I talked to Madrian and David Laibson, the incoming chair of Harvard’s Economics Department (who has worked with her on studying the effects of automatic enrollment) on the sidelines of a Consumer Financial Protection Bureau research conference last week. Using back-of-the-envelope calculations based on the effects estimated in this research, they agreed that requiring all firms to automatically enroll all employees in a 401(k) with a default contribution rate of 8% could increase the national saving rate on the order of 2 or 3 percent of GDP.

The regulation I am talking about would not require any change to the rate at which firms match their employee’s contributions. One of the biggest benefits would be helping people arrive at retirement well prepared financially. But it would also have a major effect on the US trade balance. If the US ran smaller trade deficits, employment would go up beyond any particular business cycle. If Americans were saving too much and had too many available jobs tempting them to work too much, that wouldn’t be a good thing for them.
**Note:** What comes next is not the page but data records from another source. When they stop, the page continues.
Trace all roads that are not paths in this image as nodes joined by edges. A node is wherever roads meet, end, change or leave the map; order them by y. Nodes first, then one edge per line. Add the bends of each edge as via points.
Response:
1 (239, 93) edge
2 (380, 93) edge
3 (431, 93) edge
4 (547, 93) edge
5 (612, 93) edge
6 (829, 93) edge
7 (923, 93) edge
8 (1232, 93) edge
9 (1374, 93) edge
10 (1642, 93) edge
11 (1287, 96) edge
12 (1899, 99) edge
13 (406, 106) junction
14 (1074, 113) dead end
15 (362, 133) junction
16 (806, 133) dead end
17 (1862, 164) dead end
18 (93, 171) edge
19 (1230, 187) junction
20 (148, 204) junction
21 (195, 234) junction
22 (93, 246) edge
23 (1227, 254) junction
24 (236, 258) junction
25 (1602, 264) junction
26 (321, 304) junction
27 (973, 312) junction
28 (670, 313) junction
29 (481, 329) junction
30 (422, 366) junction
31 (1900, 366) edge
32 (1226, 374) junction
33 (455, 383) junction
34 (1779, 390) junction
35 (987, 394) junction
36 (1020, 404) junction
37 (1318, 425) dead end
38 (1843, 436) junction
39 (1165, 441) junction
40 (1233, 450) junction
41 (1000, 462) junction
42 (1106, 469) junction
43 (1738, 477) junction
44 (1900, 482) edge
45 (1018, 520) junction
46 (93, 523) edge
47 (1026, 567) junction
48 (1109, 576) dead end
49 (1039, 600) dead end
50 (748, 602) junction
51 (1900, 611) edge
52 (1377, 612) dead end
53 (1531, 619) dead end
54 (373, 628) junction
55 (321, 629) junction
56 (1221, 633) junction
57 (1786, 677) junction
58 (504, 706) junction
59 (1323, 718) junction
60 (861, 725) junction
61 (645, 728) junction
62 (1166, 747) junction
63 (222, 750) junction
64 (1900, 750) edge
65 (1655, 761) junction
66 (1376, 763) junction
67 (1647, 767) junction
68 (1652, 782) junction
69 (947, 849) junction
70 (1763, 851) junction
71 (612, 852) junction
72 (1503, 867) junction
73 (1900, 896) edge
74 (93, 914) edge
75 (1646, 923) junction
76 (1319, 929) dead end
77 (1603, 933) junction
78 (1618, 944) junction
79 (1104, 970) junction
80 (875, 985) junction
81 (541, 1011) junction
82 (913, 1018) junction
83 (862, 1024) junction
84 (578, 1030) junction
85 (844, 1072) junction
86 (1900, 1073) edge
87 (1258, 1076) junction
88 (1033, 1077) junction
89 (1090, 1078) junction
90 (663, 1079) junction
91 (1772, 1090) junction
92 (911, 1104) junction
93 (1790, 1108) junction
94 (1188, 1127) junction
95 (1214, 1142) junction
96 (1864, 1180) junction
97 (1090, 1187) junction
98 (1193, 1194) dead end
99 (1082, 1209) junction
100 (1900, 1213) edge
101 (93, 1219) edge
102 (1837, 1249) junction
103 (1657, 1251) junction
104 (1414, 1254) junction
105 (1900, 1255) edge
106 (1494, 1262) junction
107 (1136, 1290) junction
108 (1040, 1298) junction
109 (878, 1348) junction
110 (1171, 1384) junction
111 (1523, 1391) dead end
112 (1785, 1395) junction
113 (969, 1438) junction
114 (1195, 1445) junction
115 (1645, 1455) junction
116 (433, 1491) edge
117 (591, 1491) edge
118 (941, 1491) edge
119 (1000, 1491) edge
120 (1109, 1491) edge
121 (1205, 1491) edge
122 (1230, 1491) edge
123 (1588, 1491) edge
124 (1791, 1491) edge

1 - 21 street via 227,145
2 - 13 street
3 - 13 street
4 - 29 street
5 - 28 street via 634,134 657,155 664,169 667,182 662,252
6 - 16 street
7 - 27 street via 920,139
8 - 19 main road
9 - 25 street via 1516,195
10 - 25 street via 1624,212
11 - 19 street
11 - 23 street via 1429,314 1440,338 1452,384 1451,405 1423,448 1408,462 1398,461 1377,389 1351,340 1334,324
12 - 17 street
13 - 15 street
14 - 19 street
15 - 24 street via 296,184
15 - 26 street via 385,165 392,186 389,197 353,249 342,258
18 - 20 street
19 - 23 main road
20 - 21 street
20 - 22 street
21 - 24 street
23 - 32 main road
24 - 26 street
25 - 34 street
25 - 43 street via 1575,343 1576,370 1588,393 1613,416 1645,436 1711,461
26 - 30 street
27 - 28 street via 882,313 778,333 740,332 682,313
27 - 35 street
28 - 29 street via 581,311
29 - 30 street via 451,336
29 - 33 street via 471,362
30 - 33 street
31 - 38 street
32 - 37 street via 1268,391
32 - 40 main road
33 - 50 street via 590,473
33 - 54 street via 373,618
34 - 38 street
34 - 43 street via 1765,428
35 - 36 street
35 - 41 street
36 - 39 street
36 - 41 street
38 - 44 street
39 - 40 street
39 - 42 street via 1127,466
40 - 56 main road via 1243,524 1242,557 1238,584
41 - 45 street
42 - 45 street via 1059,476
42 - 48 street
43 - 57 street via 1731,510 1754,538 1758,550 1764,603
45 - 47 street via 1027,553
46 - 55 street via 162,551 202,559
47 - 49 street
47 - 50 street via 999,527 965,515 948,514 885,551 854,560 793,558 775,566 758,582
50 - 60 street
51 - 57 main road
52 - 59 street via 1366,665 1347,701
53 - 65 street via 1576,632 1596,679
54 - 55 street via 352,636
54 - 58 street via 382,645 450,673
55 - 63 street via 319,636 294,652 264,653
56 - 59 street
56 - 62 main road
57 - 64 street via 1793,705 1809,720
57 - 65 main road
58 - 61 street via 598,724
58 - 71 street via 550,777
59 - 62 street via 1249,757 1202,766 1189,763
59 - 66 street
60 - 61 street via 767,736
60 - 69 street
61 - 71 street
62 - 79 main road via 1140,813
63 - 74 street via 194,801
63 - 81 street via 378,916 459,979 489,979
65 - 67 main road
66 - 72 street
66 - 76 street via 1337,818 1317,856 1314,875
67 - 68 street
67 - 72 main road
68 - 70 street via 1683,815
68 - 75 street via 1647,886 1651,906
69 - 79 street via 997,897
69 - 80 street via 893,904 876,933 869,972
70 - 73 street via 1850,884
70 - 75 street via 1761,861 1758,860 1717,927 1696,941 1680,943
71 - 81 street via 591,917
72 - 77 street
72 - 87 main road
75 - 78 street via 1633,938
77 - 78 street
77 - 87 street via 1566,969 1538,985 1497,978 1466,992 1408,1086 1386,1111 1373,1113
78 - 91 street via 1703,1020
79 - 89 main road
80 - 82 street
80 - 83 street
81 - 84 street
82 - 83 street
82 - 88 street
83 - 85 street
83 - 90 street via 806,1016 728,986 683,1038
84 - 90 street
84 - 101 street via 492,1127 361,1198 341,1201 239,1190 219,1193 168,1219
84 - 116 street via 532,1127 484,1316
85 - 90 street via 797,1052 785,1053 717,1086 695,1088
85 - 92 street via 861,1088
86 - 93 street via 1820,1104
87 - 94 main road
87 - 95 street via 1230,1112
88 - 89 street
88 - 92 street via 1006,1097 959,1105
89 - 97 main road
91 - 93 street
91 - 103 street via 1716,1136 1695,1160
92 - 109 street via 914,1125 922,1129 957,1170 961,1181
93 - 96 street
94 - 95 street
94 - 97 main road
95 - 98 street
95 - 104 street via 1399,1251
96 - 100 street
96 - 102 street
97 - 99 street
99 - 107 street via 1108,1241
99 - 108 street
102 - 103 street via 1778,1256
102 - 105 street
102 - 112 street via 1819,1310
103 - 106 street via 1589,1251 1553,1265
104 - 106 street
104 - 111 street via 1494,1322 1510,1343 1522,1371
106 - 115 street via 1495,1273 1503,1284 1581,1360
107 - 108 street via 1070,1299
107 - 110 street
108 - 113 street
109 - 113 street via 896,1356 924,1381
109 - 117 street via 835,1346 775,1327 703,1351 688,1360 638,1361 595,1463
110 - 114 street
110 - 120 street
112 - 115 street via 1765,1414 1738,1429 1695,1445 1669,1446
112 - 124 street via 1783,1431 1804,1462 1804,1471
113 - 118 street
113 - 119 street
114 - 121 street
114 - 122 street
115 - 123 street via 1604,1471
But right now, in this economy, more jobs and more savings are appropriate, so it would help them.

Automatic enrollment in retirement savings plans is so powerful that some economists will worry that its spread will help exacerbate a global glut of saving. But if paper currency policy gets out of the way of the appropriate interest rate adjustments, financial markets will find the appropriate equilibrium. They will balance the supply and demand for saving, and companies will realize the extent to which an abundance of saving makes available the funds they need to dream big by creating new markets and technologies that the future of America depends on.